▸ **TASK INSTRUCTIONS**
Say how many lines in the entries contain "that", giving only the number.

--- START ---

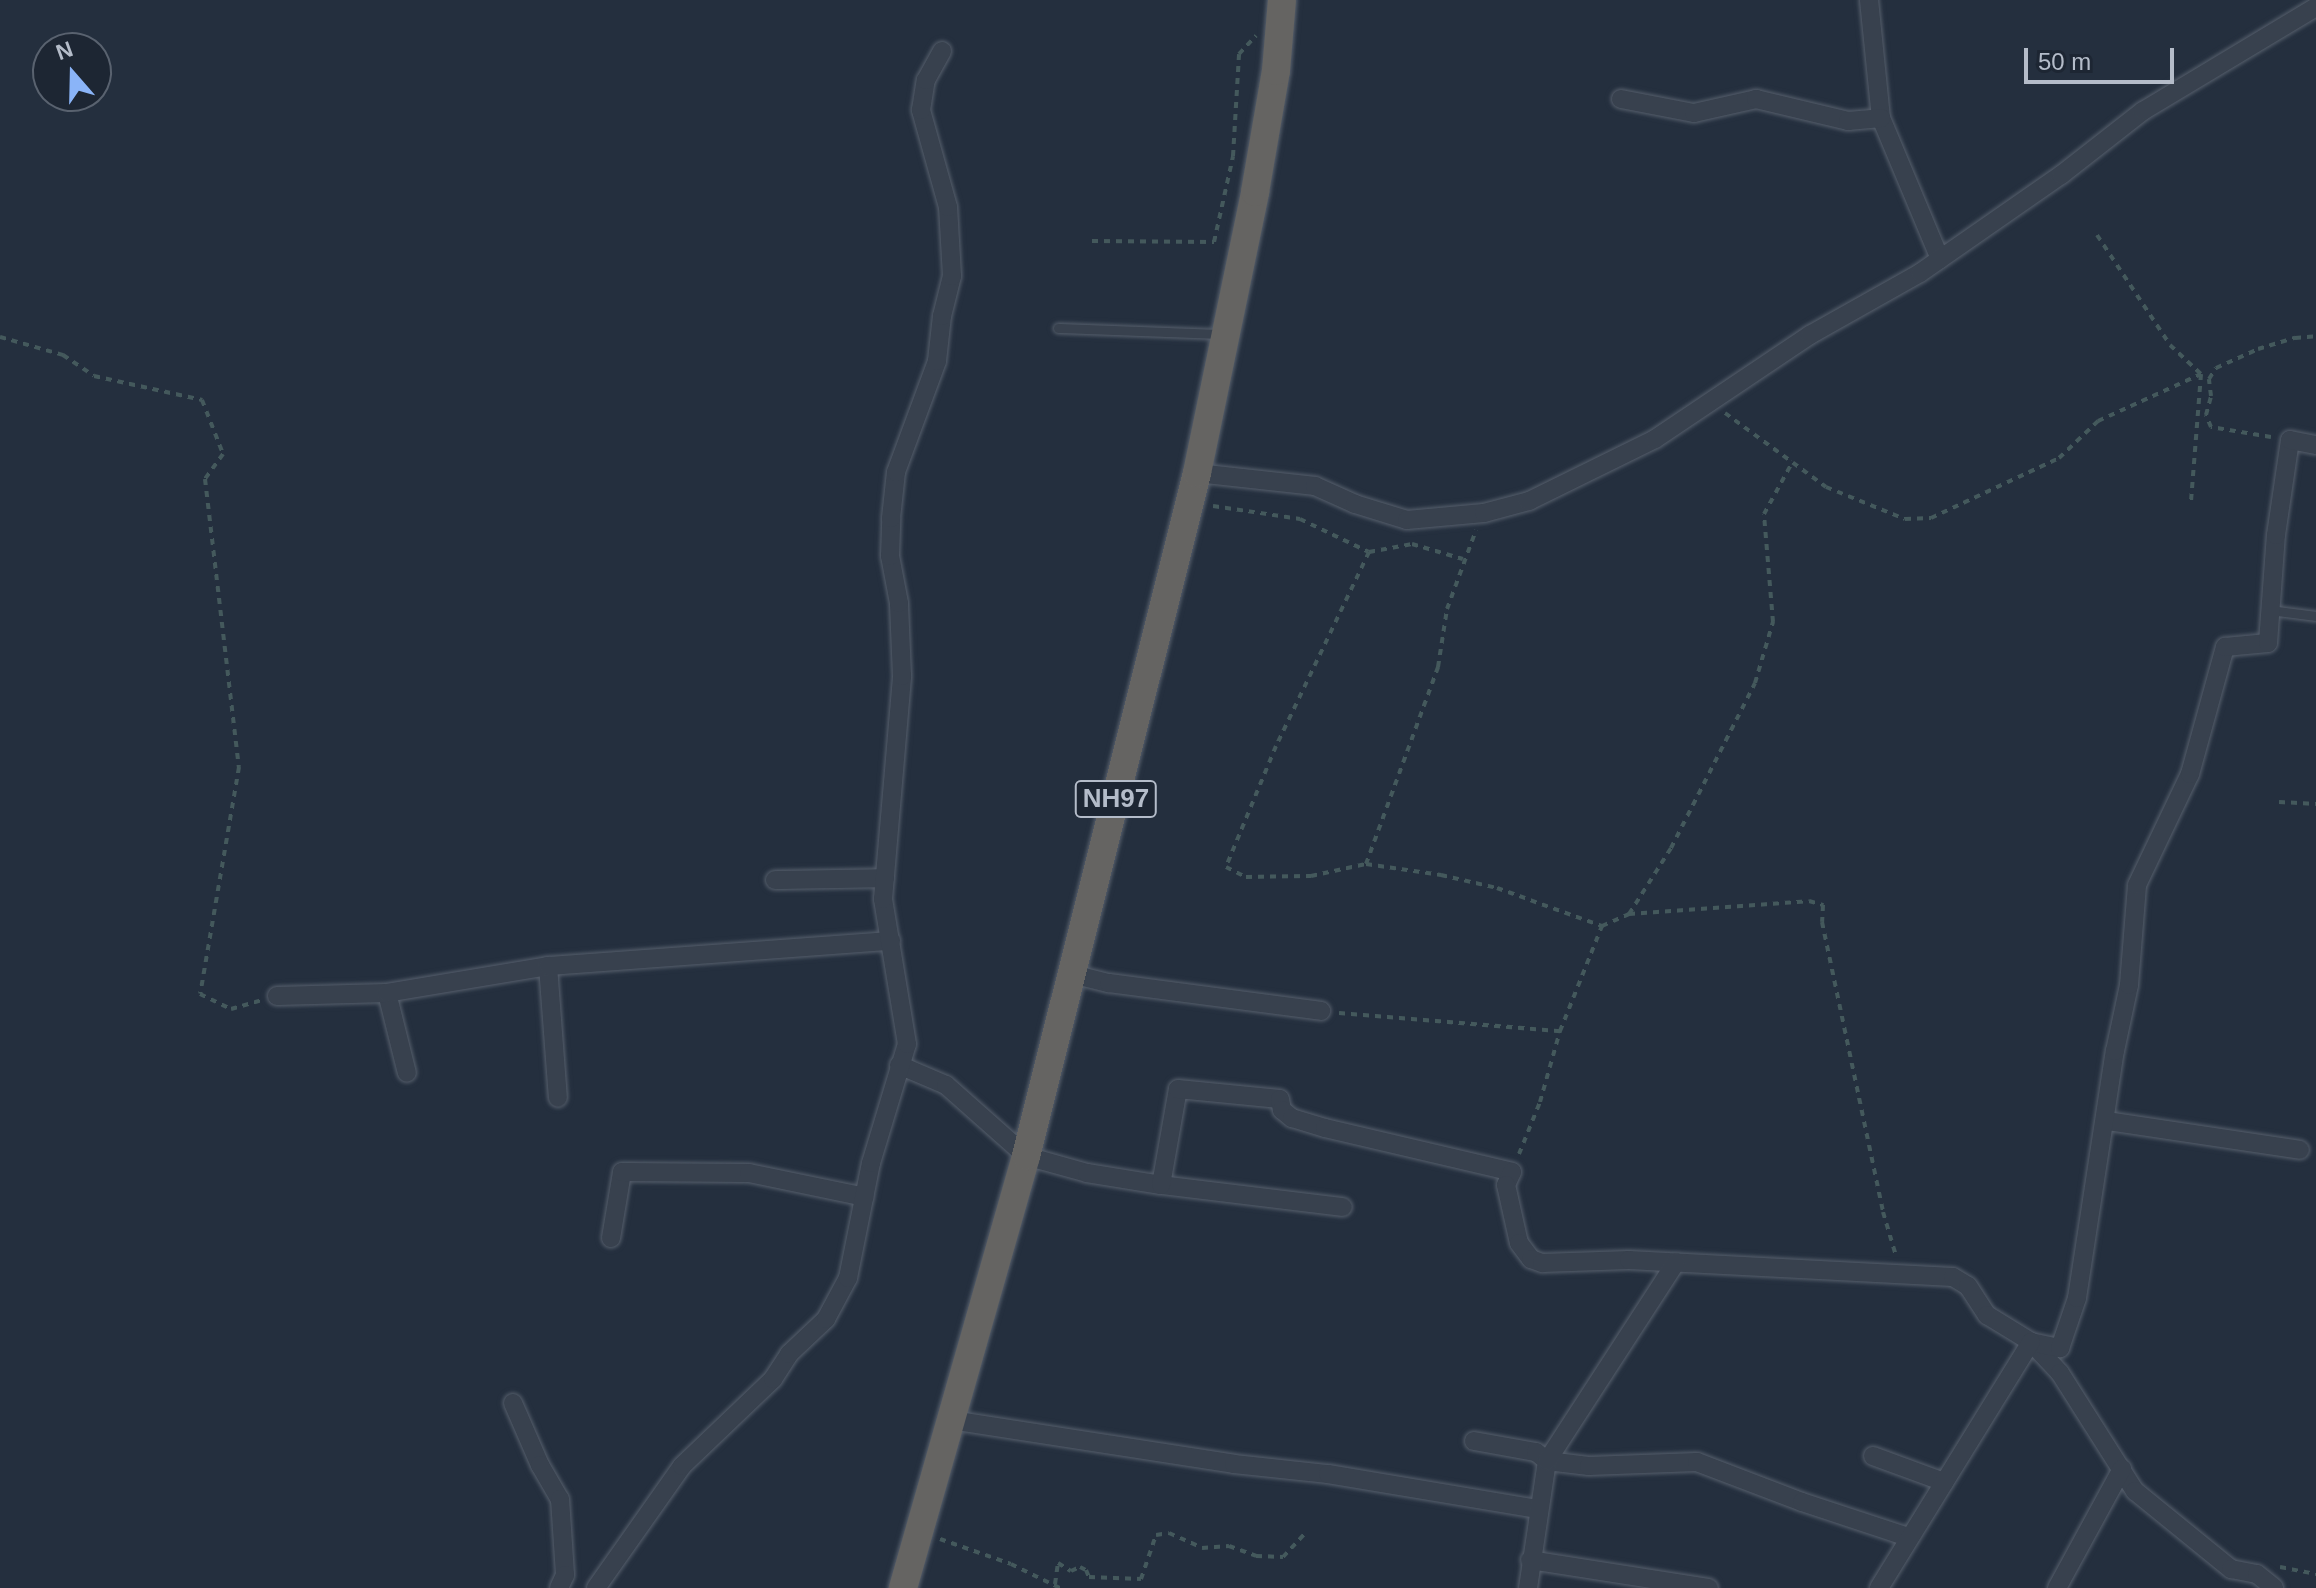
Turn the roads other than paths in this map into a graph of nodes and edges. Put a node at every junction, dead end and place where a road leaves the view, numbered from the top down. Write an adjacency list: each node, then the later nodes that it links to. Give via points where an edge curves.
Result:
1 (1282, 0): 9 (highway, NH97, via 1276,71)
2 (1869, 0): 6 (street)
3 (2316, 7): 7 (street, via 2143,111)
4 (942, 51): 14 (street, via 926,80 921,110 948,207 952,276 937,361 892,496 890,556 899,603 902,676)
5 (1621, 99): 6 (street, via 1694,113 1756,99 1848,121)
6 (1881, 118): 7 (street)
7 (1940, 259): 11 (street, via 1810,335 1655,439 1529,501 1484,513 1407,520 1315,486)
8 (1058, 328): 9 (lane)
9 (1227, 334): 11 (highway, NH97)
10 (2316, 445): 12 (street, via 2290,440)
11 (1197, 473): 18 (highway, NH97)
12 (2270, 610): 13 (lane); 25 (street, via 2268,643 2225,647 2190,774 2137,885 2129,985)
13 (2316, 616)
14 (885, 878): 15 (street); 16 (street, via 885,926)
15 (775, 880)
16 (891, 941): 17 (street); 22 (street, via 907,1044)
17 (548, 966): 19 (street); 24 (street)
18 (1072, 974): 21 (street); 27 (highway, NH97)
19 (387, 993): 20 (street); 23 (street)
20 (277, 996)
21 (1321, 1011)
22 (899, 1065): 27 (street, via 946,1085); 29 (street)
23 (407, 1073)
24 (558, 1098)
25 (2107, 1121): 26 (street); 33 (street, via 2077,1298 2065,1335 2060,1348)
26 (2300, 1150)
27 (1026, 1156): 28 (street); 35 (highway, NH97)
28 (1161, 1185): 30 (street); 32 (street, via 1178,1089 1280,1099 1282,1110 1303,1122 1512,1172 1506,1185 1519,1243 1531,1259)
29 (865, 1197): 31 (street, via 749,1173 622,1172); 46 (street, via 848,1278 826,1319 789,1354 773,1379 682,1466)
30 (1343, 1207)
31 (611, 1238)
32 (1676, 1262): 33 (street, via 1953,1277 1968,1286 1987,1315); 38 (street)
33 (2031, 1342): 39 (street, via 2060,1373); 40 (street)
34 (513, 1403): 45 (street, via 560,1499 565,1575)
35 (951, 1420): 41 (street); 47 (highway, NH97)
36 (1474, 1441): 38 (street, via 1536,1452)
37 (1873, 1456): 40 (street)
38 (1547, 1461): 41 (street); 42 (street, via 1589,1466 1697,1462)
39 (2122, 1469): 44 (street, via 2135,1491); 51 (street)
40 (1944, 1482): 42 (street)
41 (1538, 1509): 43 (street)
42 (1908, 1537): 50 (street)
43 (1530, 1560): 48 (street); 49 (street)
44 (2242, 1578): 52 (street)
45 (559, 1588)
46 (596, 1588)
47 (903, 1588)
48 (1528, 1588)
49 (1709, 1588)
50 (1879, 1588)
51 (2057, 1588)
52 (2274, 1588)

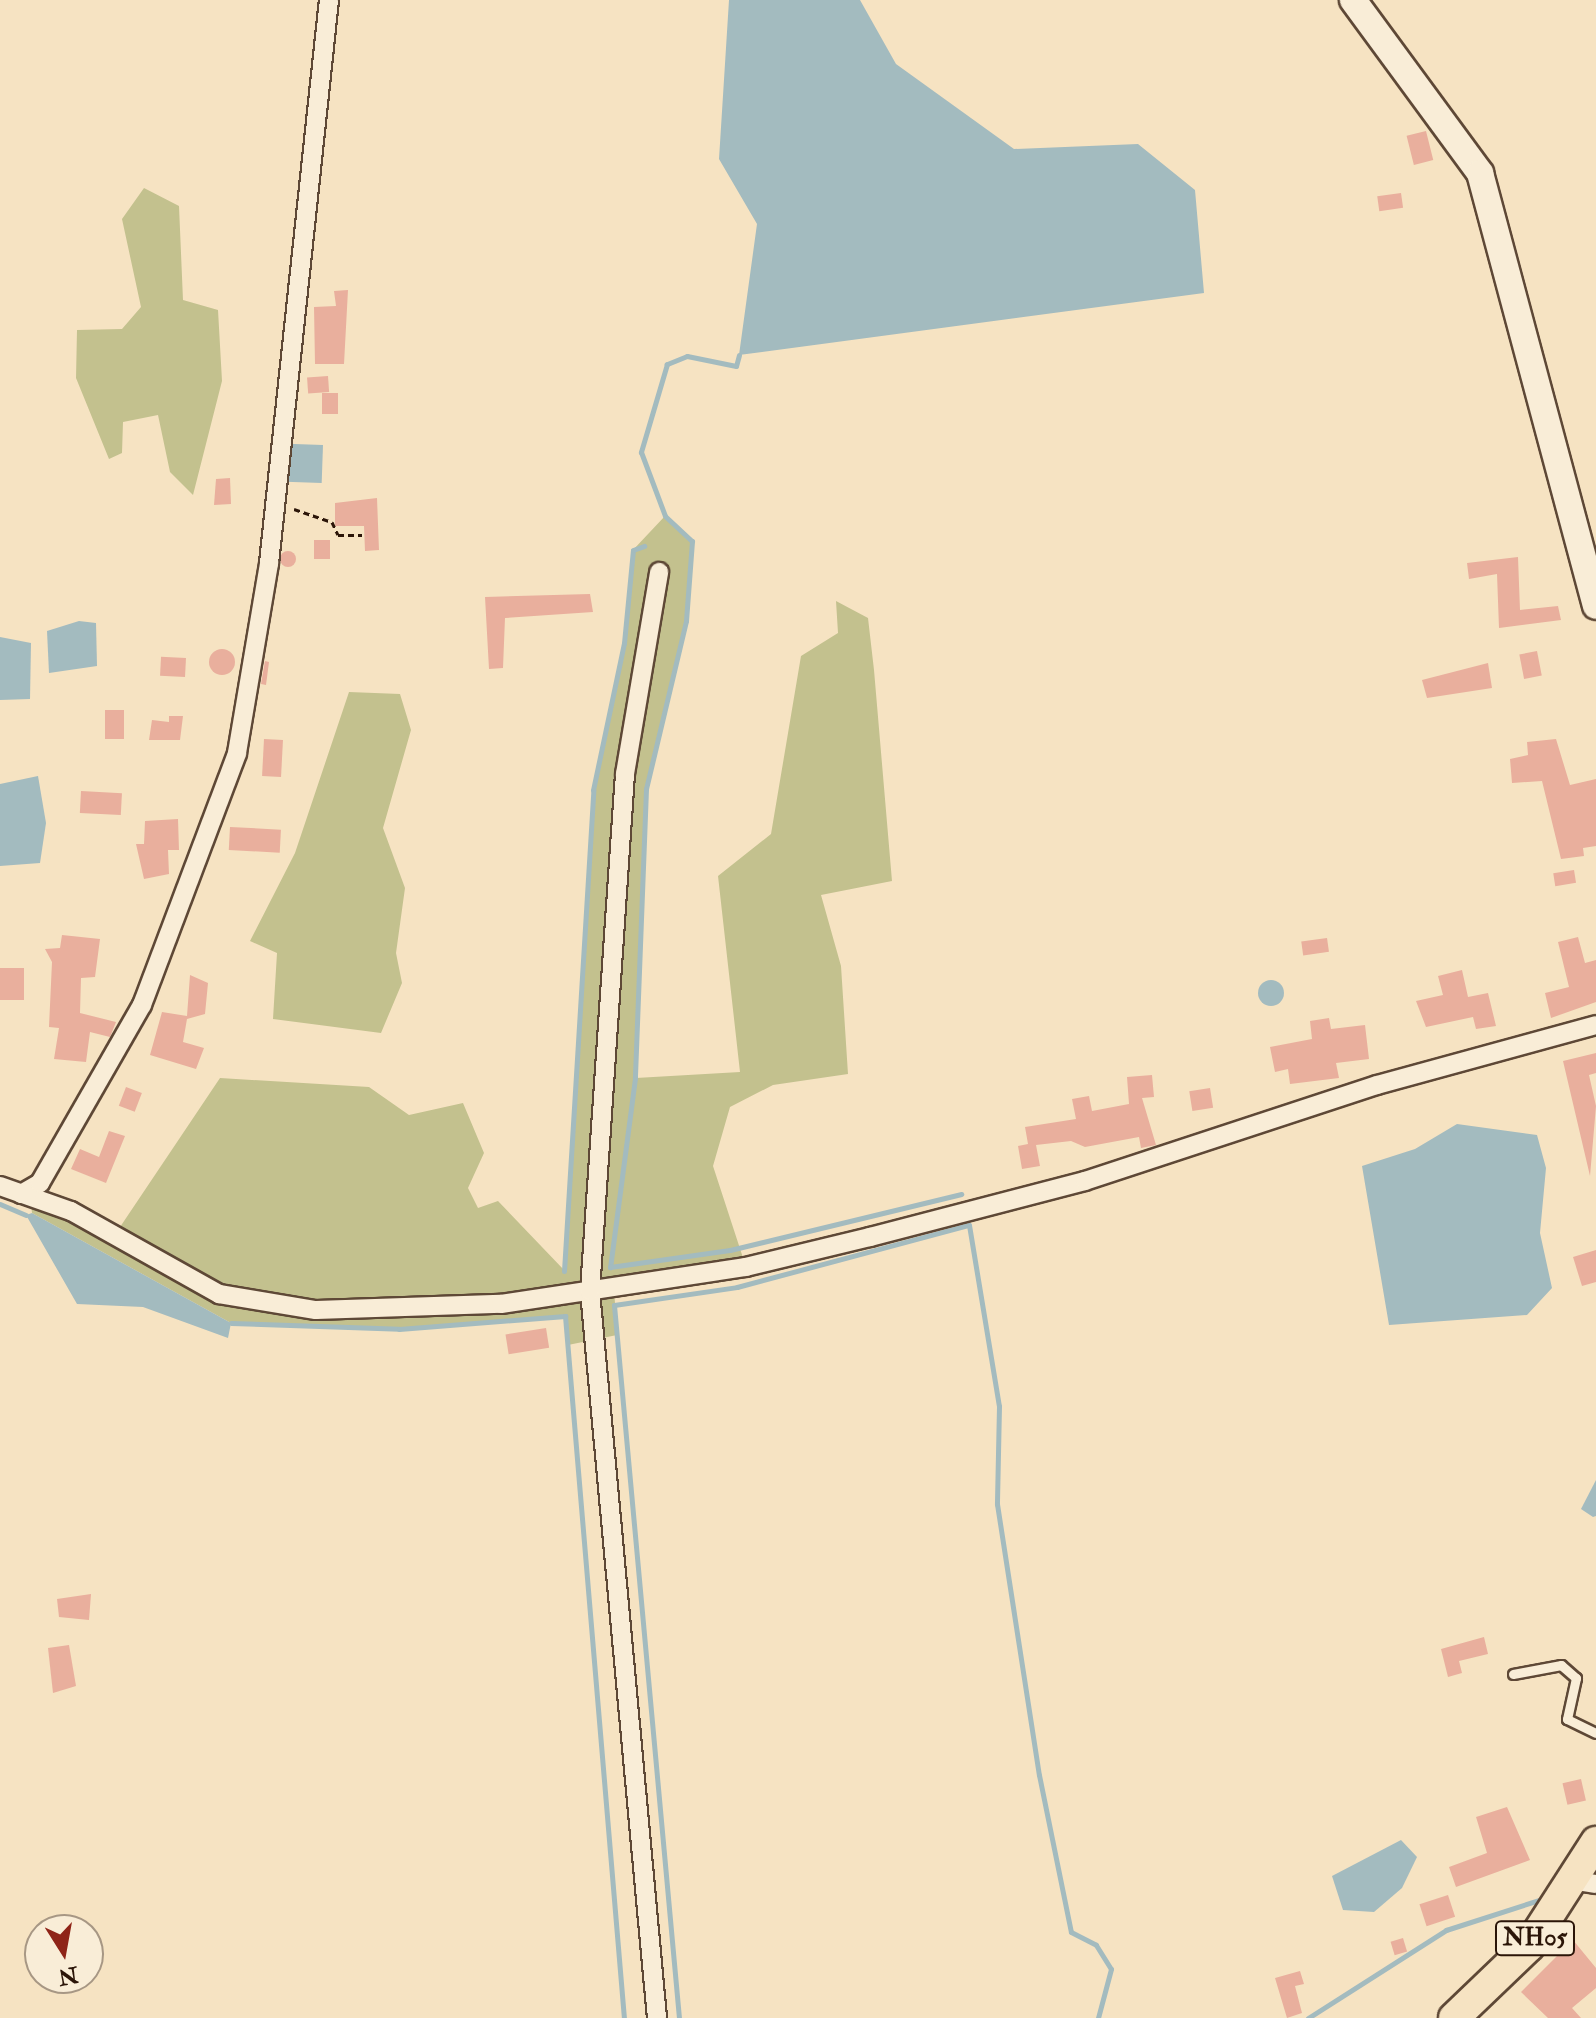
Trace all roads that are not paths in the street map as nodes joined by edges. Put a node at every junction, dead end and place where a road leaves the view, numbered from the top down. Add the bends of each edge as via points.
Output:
1 (329, 0) edge
2 (1353, 0) edge
3 (659, 572) dead end
4 (1596, 606) edge
5 (1596, 1025) edge
6 (0, 1186) edge
7 (0, 1194) edge
8 (30, 1194) junction
9 (590, 1291) junction
10 (1513, 1674) dead end
11 (1596, 1733) edge
12 (1596, 1842) edge
13 (1584, 1882) edge
14 (657, 2018) edge
15 (1454, 2018) edge

1 - 8 street via 275,502 237,753 221,811 142,1005
2 - 4 street via 1480,173
3 - 9 street via 625,774
5 - 9 street via 1377,1085 1085,1181 746,1267
6 - 8 street
7 - 8 street
8 - 9 street via 219,1294 316,1310 398,1312
9 - 14 street
10 - 11 lane via 1561,1665 1576,1678 1567,1719
12 - 13 main road, NH05
13 - 15 main road, NH05 via 1529,1946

--- END ---

▸ **COMPLETED TASK**
2